02/11/17

EU: Launches Inquiry into UK Offshore Tax Scheme.

The European Commission has launched an investigation into whether a British scheme that exempts multinational corporations from some tax avoidance rules breaks EU competition law, reports Global Government Forum.

The probe will focus on an exemption to the UK’s Controlled Foreign Company (CFC) rules, which are designed to prevent multinationals shifting profits to a foreign subsidiary as a means of avoiding paying tax in the UK.

The Group Financing Exemption (GFE), which was introduced in 2013 by then-Chancellor of the Exchequer George Osborne, exempts corporations from being taxed in the UK on interest received by foreign subsidiaries that provide finance to other foreign companies in the group.

Margrethe Vestager, European Commissioner for Competition, said last week: “All companies must pay their fair share of tax. Anti-tax avoidance rules play an important role to achieve this goal.

“But rules targeting tax avoidance cannot go against their purpose and treat some companies better than others. This is why we will carefully look at an exemption to the UK’s anti–tax avoidance rules for certain transactions by multi-nationals, to make sure it does not breach EU state aid rules.”

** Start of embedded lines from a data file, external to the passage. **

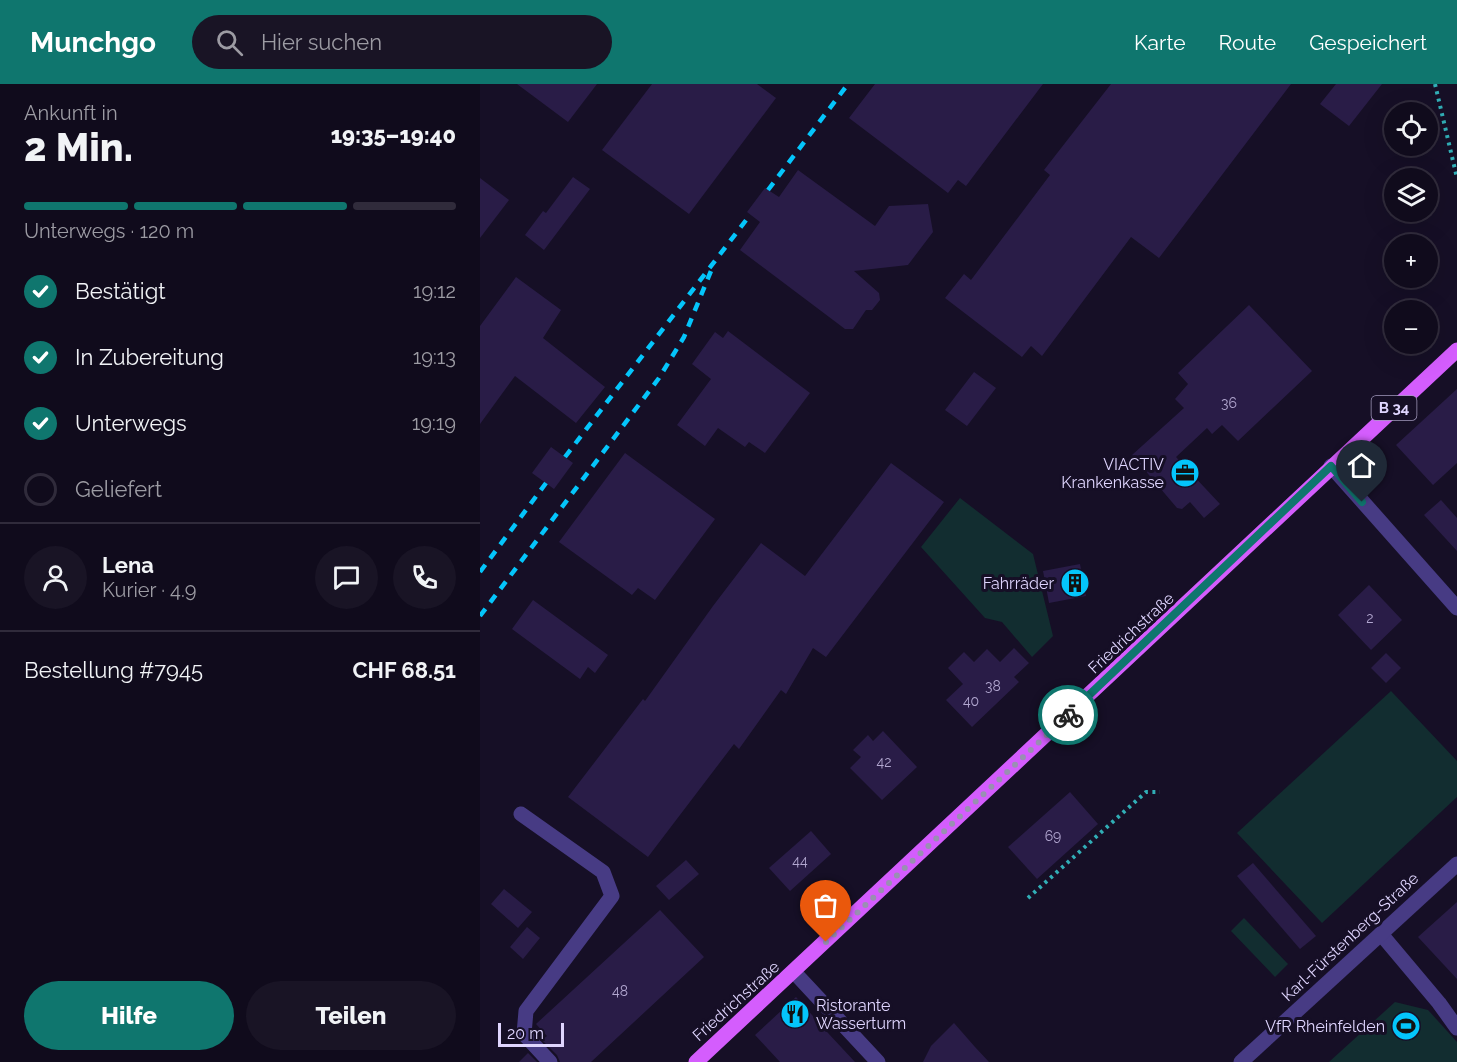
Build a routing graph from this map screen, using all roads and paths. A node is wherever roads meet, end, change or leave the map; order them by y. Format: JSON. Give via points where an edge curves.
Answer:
{"nodes":[{"id":1,"x":1435,"y":84,"type":"edge"},
{"id":2,"x":1457,"y":178,"type":"edge"},
{"id":3,"x":1457,"y":350,"type":"edge"},
{"id":4,"x":1331,"y":466,"type":"junction"},
{"id":5,"x":1457,"y":608,"type":"edge"},
{"id":6,"x":1160,"y":792,"type":"dead end"},
{"id":7,"x":521,"y":814,"type":"dead end"},
{"id":8,"x":1457,"y":864,"type":"edge"},
{"id":9,"x":1028,"y":898,"type":"dead end"},
{"id":10,"x":1381,"y":934,"type":"junction"},
{"id":11,"x":794,"y":972,"type":"junction"},
{"id":12,"x":1457,"y":1028,"type":"edge"},
{"id":13,"x":550,"y":1062,"type":"edge"},
{"id":14,"x":696,"y":1062,"type":"edge"},
{"id":15,"x":878,"y":1062,"type":"edge"},
{"id":16,"x":1241,"y":1062,"type":"edge"}],
"edges":[{"from":1,"to":2,"type":"path"},
{"from":3,"to":4,"type":"main road","name":"Friedrichstraße","number":"B 34"},
{"from":4,"to":5,"type":"street"},
{"from":4,"to":11,"type":"main road","name":"Friedrichstraße","number":"B 34"},
{"from":6,"to":9,"type":"path","via":[[1146,792]]},
{"from":7,"to":13,"type":"street","via":[[603,872],[612,896],[526,1011],[524,1034]]},
{"from":8,"to":10,"type":"street","name":"Karl-Fürstenberg-Straße"},
{"from":10,"to":12,"type":"street"},
{"from":10,"to":16,"type":"street","name":"Karl-Fürstenberg-Straße"},
{"from":11,"to":14,"type":"main road","name":"Friedrichstraße","number":"B 34"},
{"from":11,"to":15,"type":"street"}]}
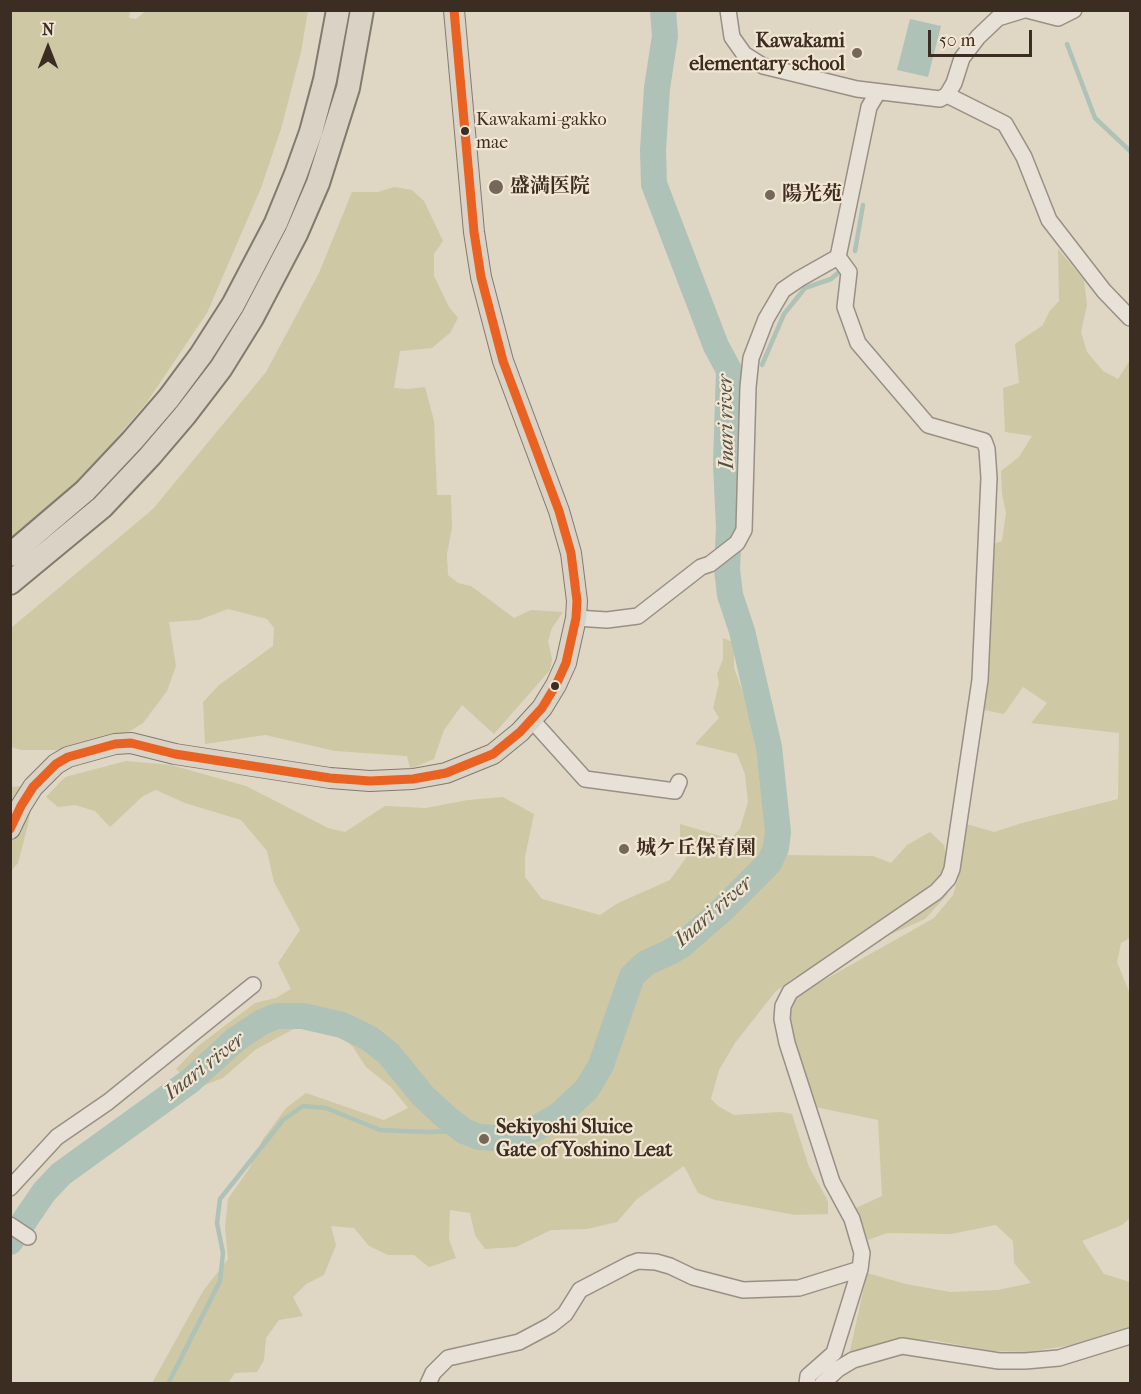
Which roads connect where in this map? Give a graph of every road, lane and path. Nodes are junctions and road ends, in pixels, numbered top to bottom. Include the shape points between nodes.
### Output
1 (338, 10) edge
2 (362, 10) edge
3 (454, 10) edge
4 (728, 10) edge
5 (1025, 10) edge
6 (1074, 10) edge
7 (878, 92) junction
8 (947, 95) junction
9 (838, 257) junction
10 (1131, 318) edge
11 (10, 555) edge
12 (10, 583) edge
13 (576, 618) junction
14 (531, 720) junction
15 (679, 782) dead end
16 (10, 829) edge
17 (253, 985) dead end
18 (10, 1188) edge
19 (10, 1225) edge
20 (28, 1238) dead end
21 (860, 1269) junction
22 (1131, 1336) edge
23 (428, 1383) edge
24 (807, 1383) edge
25 (822, 1383) edge

1 - 11 highway via 311,132 276,223 233,305 201,355 132,441 85,491
2 - 12 highway via 348,88 318,183 252,318 221,368 150,456 102,507
3 - 13 main road via 481,277 503,361 571,553
4 - 7 street via 732,37 744,54 763,66
5 - 6 street via 1058,18
5 - 8 street via 998,18 978,37 962,58
7 - 8 street via 940,99
7 - 9 street via 869,107
8 - 10 street via 1005,124 1024,157 1049,220 1104,291
9 - 13 street via 783,290 766,319 751,358 744,530 737,543 638,616
9 - 21 street via 849,272 845,307 858,344 928,426 984,441 988,468 979,694 950,874 936,892 790,992 783,1006 787,1043 832,1182 861,1243
13 - 14 main road via 566,663 542,708
14 - 15 street via 585,779 675,791
14 - 16 main road via 492,754 446,773 413,779 330,778 175,754 131,743 115,744 56,764 33,788
17 - 18 street via 108,1102 57,1137
19 - 20 street
21 - 23 street via 799,1288 743,1290 656,1262 630,1264 580,1290 565,1314 551,1325 519,1342 448,1358
21 - 24 street via 834,1353 808,1376
22 - 25 street via 1059,1358 1025,1361 999,1361 902,1346 853,1360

Under these rules, member states are required to treat companies equally in their tax regimes; preferential tax deals are banned on the grounds that they distort competition in the European Single Market.

Tax authorities use CFC rules to reallocate profits that have been shifted to a subsidiary in a tax haven back to the parent company in the home country, where they are taxed. But under the UK’s 2013 exemption, interest received by the offshore subsidiary is not reallocated.

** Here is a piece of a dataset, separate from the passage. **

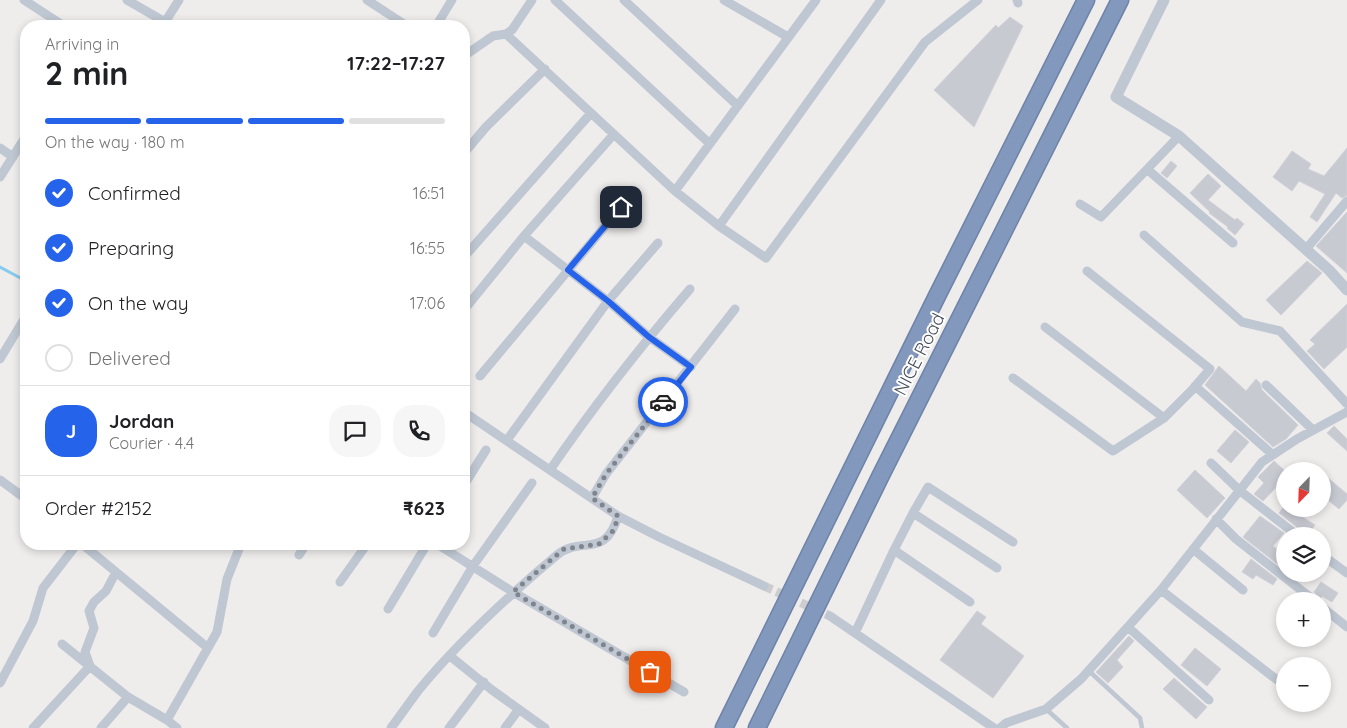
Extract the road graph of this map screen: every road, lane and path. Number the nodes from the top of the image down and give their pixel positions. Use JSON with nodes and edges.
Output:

The commission said in a statement that it “has doubts” at this stage whether the GFE complies with EU state aid rules and, in particular, is consistent with the overall objective of the UK’s CFC rules.

All member states were expected to introduce CFC legislation by 1 January 2019 under the EU’s 2016 Anti-Tax Avoidance Directive, which does not provide for specific exemptions such as the GFE, the commission said.

“As long as the UK is an EU Member State, it has all the rights and obligations of the membership,” it said. “In particular, EU competition law, including EU state aid rules, continue to apply in full to the United Kingdom and in the United Kingdom until it is no longer a member of the EU.”

A spokesperson for the UK Treasury said: “We do not believe these rules are incompatible with EU law, but will cooperate with the European Commission’s investigation.”

Vestager has mounted a series of high-profile crackdowns on multi-national corporations that avoid paying tax to member states. In January 2016, she ordered Belgium to recoup tax breaks totalling about €700m (US$814m) from 35 multi-nationals.

In October, the commission ordered Amazon to repay €250m (US$291m) in tax to Luxembourg and took Ireland to court for failing to collect a record €13bn (US$15bn) in taxes from Apple after ruling in August that the country’s sweetheart tax deal with the tech giant was illegal.

The investigation could continue beyond Britain’s exit from the EU, which is due to take place in March 2019.